In a sweeping update to the law, Maine’s 5-year-old ban on products made using toxic forever chemicals is about to expand to thousands of everyday household products, including children’s toys, cookware and cosmetics.
On Jan. 1, the state will also require all cleaning fluids, dental floss, menstrual products, ski wax, textiles and upholstered furniture sold in Maine to be free of forever chemicals, or PFAS, a group of manmade chemicals that don’t break down easily in the environment or the body.
“This action is intended to protect consumers and the environment from potential exposure to a class of chemicals that can have detrimental health effects,” said Kerri Farris, the Safer Chemicals Program manager at the Maine Department of Environmental Protection.
Even trace amounts of perfluoroalkyl and poly-fluoroalkyl substances are linked by the National Institutes of Health to a range of health problems, including compromised immune systems, low birth weights and several types of cancer.
With this expansion, Maine will be one of four states to ban the sale of nonstick cookware made with PFAS. Minnesota adopted the nation’s first PFAS ban on cookware last year.
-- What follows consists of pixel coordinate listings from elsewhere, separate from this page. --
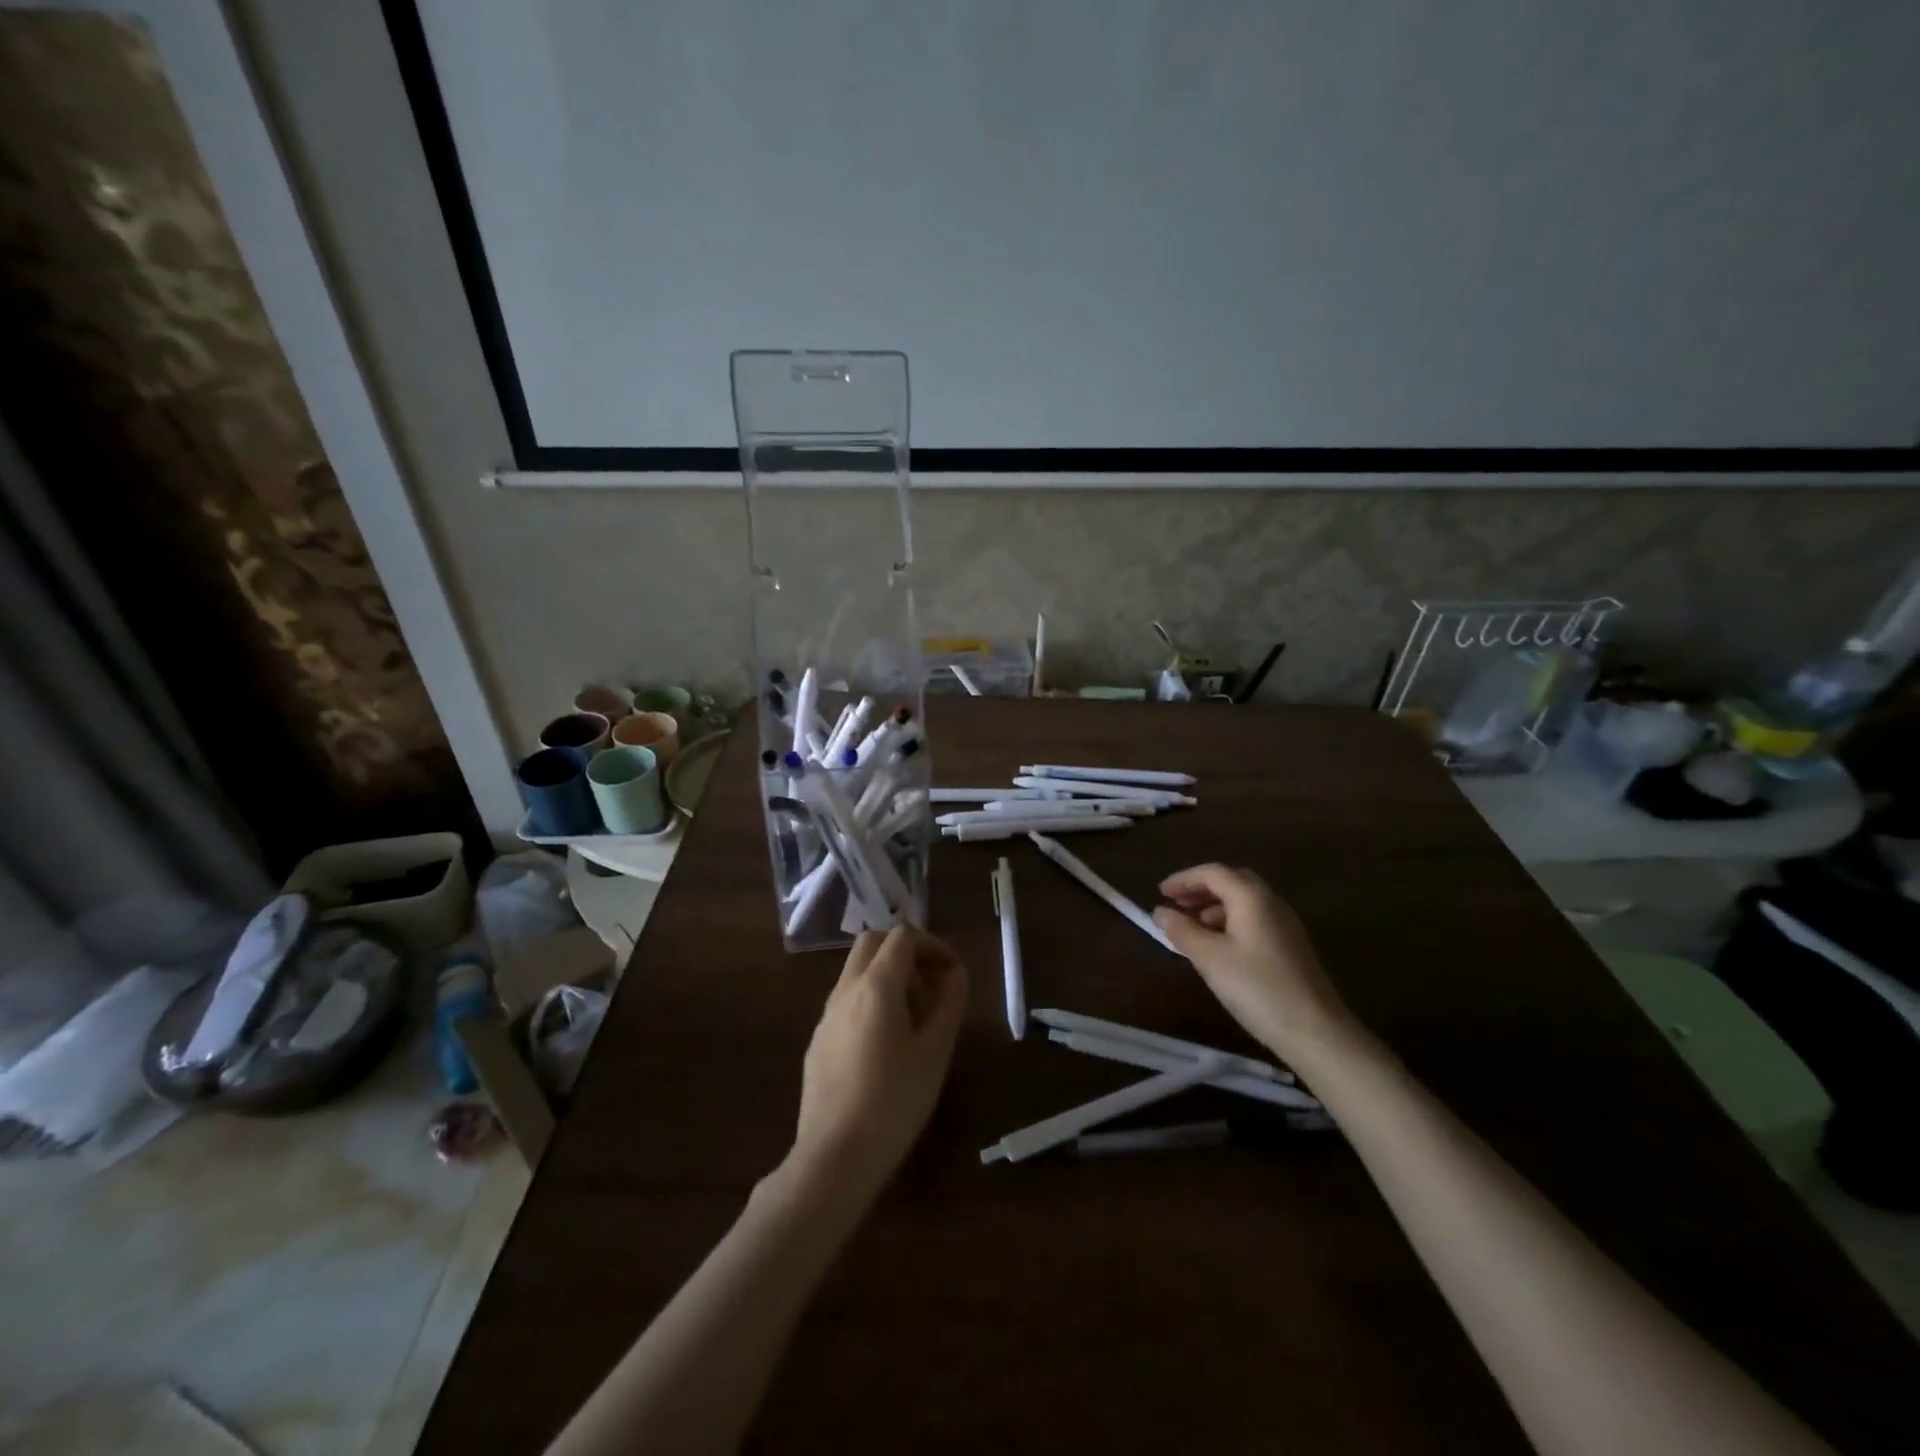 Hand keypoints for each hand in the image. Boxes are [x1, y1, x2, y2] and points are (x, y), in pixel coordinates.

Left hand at [786, 926, 968, 1206]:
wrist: (834, 1157)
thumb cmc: (894, 1101)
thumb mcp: (935, 1052)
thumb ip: (949, 1004)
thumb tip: (955, 973)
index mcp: (876, 986)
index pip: (903, 937)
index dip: (933, 945)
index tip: (953, 971)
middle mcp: (846, 990)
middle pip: (873, 943)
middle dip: (906, 951)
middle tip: (932, 983)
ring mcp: (827, 1015)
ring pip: (857, 971)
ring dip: (888, 975)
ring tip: (916, 1016)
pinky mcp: (818, 1040)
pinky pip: (847, 1000)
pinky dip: (871, 999)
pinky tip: (887, 1043)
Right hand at [1152, 864, 1354, 1061]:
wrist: (1315, 1031)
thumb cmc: (1256, 987)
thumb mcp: (1209, 958)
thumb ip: (1182, 930)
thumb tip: (1160, 912)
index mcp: (1251, 897)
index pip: (1212, 872)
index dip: (1183, 879)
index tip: (1160, 893)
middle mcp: (1271, 902)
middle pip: (1231, 881)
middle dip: (1200, 889)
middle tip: (1176, 904)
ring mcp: (1285, 924)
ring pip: (1244, 902)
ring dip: (1214, 906)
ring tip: (1192, 927)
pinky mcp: (1291, 946)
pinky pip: (1254, 919)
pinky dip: (1230, 922)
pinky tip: (1218, 946) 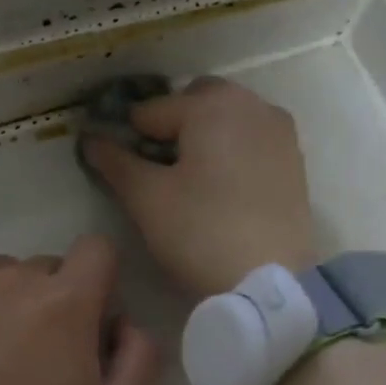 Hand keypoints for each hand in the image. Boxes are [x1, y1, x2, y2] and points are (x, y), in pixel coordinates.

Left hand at [0, 235, 160, 384]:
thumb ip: (140, 360)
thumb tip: (126, 323)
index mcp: (65, 301)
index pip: (97, 249)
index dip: (98, 281)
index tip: (87, 321)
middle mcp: (11, 276)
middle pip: (44, 269)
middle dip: (49, 302)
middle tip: (33, 356)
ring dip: (1, 304)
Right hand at [81, 76, 316, 296]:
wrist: (269, 281)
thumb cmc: (201, 233)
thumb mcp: (147, 199)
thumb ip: (115, 162)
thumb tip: (91, 138)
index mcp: (211, 105)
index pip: (151, 111)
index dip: (128, 138)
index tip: (120, 168)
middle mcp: (250, 104)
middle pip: (194, 103)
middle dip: (171, 127)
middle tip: (157, 172)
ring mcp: (278, 131)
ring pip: (227, 119)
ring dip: (203, 137)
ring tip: (190, 182)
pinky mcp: (294, 160)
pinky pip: (251, 140)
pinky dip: (231, 152)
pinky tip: (221, 190) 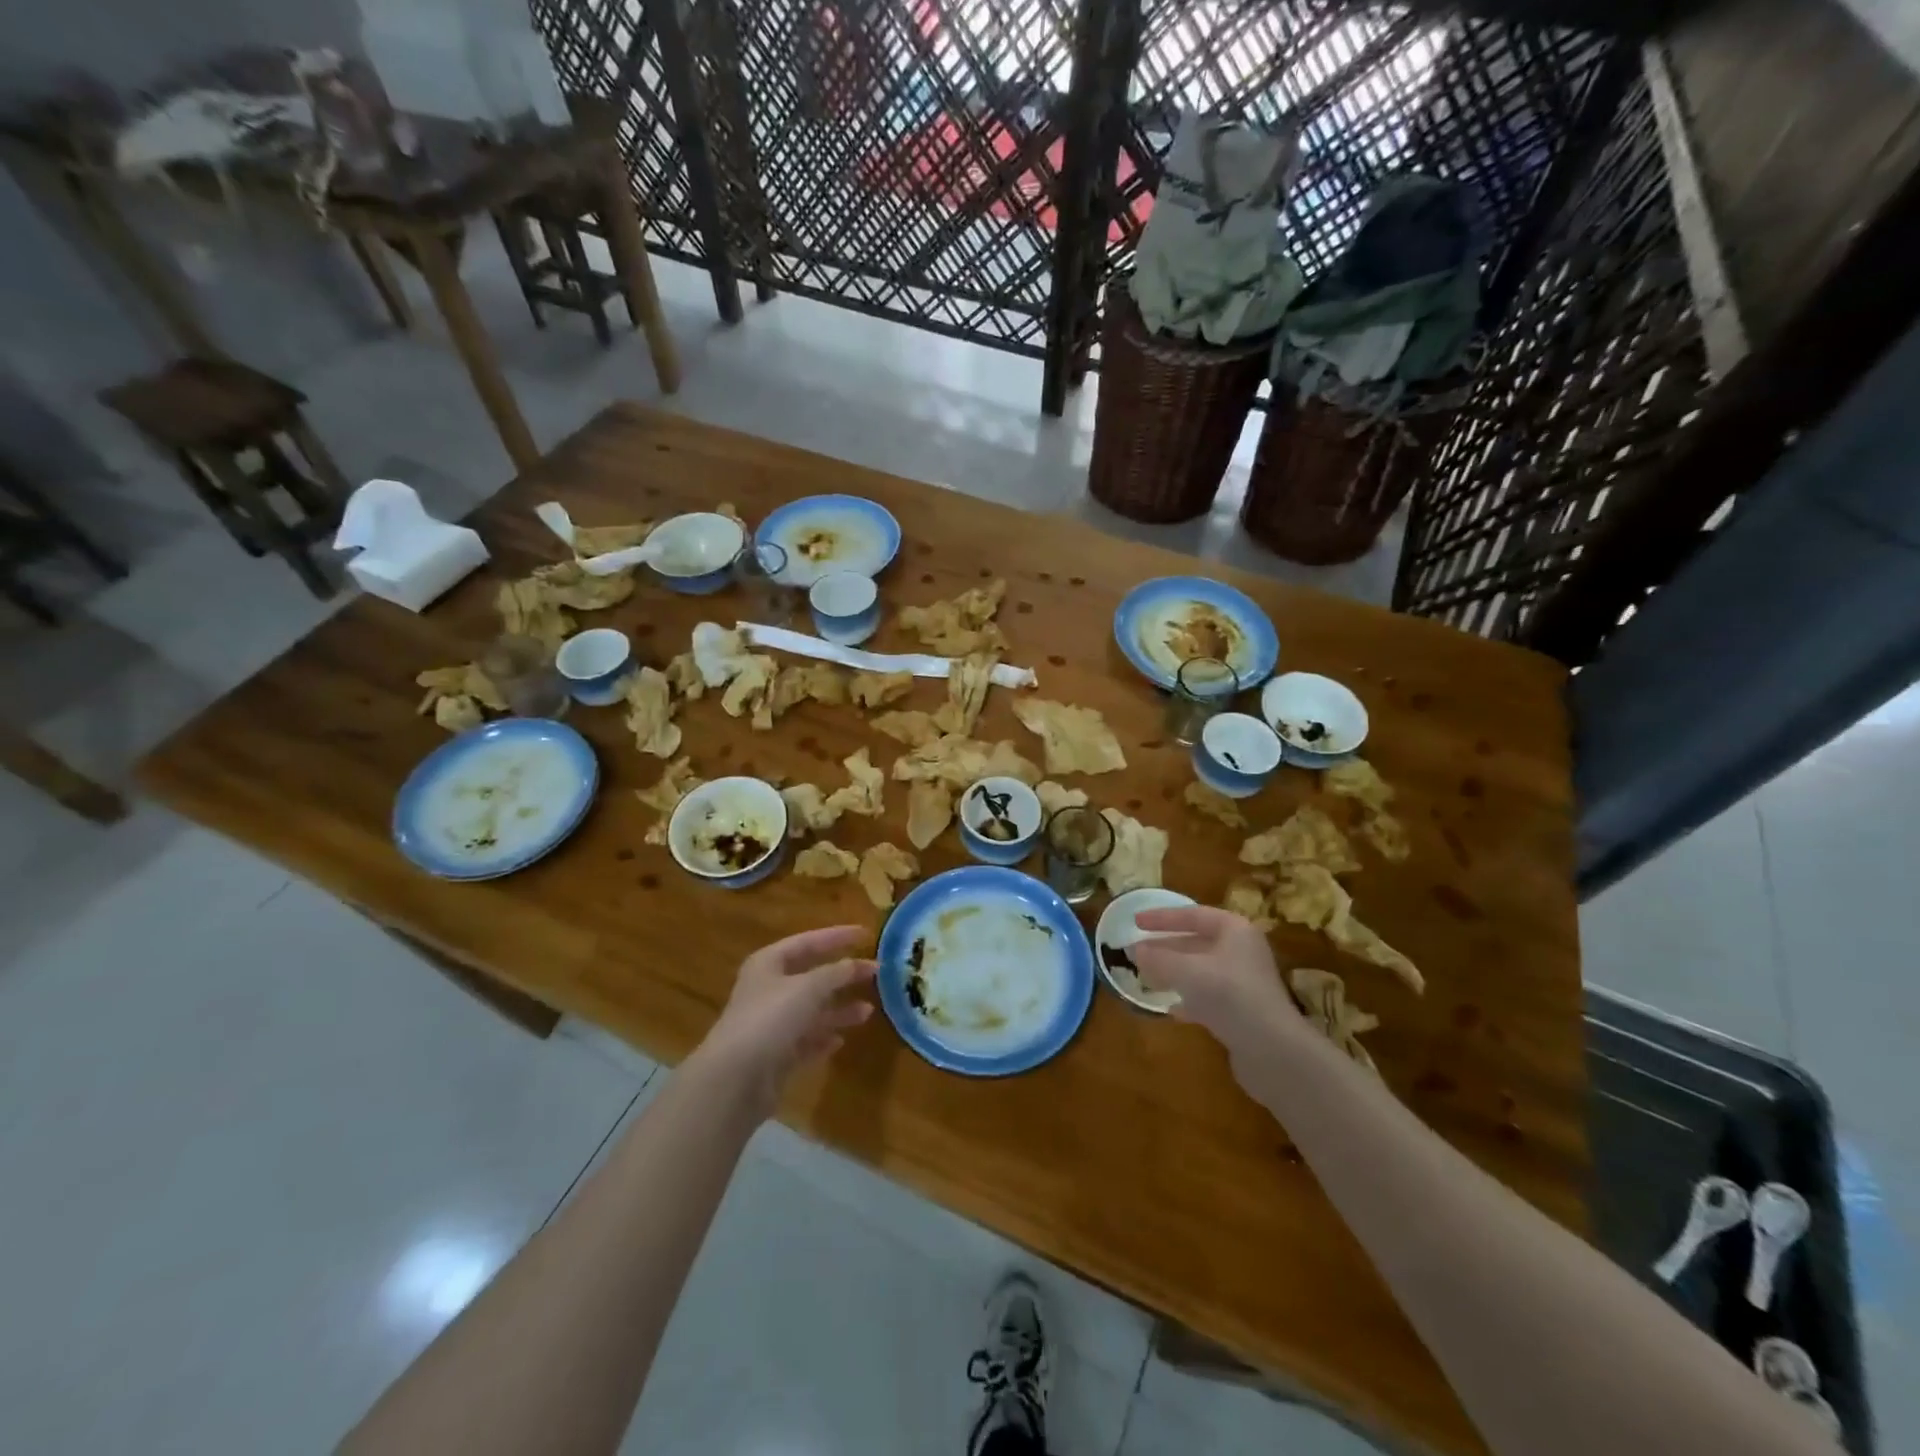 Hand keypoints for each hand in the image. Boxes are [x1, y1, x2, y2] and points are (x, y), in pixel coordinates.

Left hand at [695, 926, 876, 1114]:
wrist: (735, 1079)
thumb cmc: (770, 1018)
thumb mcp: (809, 987)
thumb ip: (837, 973)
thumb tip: (863, 963)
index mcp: (769, 963)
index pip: (808, 941)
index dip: (838, 936)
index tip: (867, 934)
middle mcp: (768, 990)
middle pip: (812, 976)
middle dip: (842, 976)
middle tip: (874, 973)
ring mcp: (771, 1024)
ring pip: (812, 1011)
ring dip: (839, 1010)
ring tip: (868, 1011)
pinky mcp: (776, 1056)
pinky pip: (806, 1041)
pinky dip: (823, 1038)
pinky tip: (841, 1040)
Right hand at [1131, 906, 1304, 1078]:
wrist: (1273, 1051)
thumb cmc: (1229, 996)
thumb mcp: (1186, 971)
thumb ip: (1158, 958)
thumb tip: (1134, 950)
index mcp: (1234, 930)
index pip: (1193, 914)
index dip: (1162, 917)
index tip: (1135, 921)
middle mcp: (1242, 951)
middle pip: (1197, 942)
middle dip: (1166, 948)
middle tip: (1137, 952)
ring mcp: (1244, 983)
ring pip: (1200, 970)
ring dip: (1174, 973)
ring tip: (1146, 978)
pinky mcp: (1243, 1012)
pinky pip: (1208, 997)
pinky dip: (1188, 999)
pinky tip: (1171, 1009)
Bans in Colorado and Connecticut will go into effect in 2026.
The 2026 update expands on a law that Maine adopted in 2021 that called for phasing PFAS out of almost all products by 2030. The rollout was delayed after businesses said they needed time to test their products and find reasonable PFAS-free alternatives.
In 2024, national companies conceded that they use of dozens of different PFAS chemicals in a thousand consumer products sold in Maine, from swimsuits to cameras to eyeshadow. At that time, companies were required to inform Maine of PFAS in their products, but not all complied.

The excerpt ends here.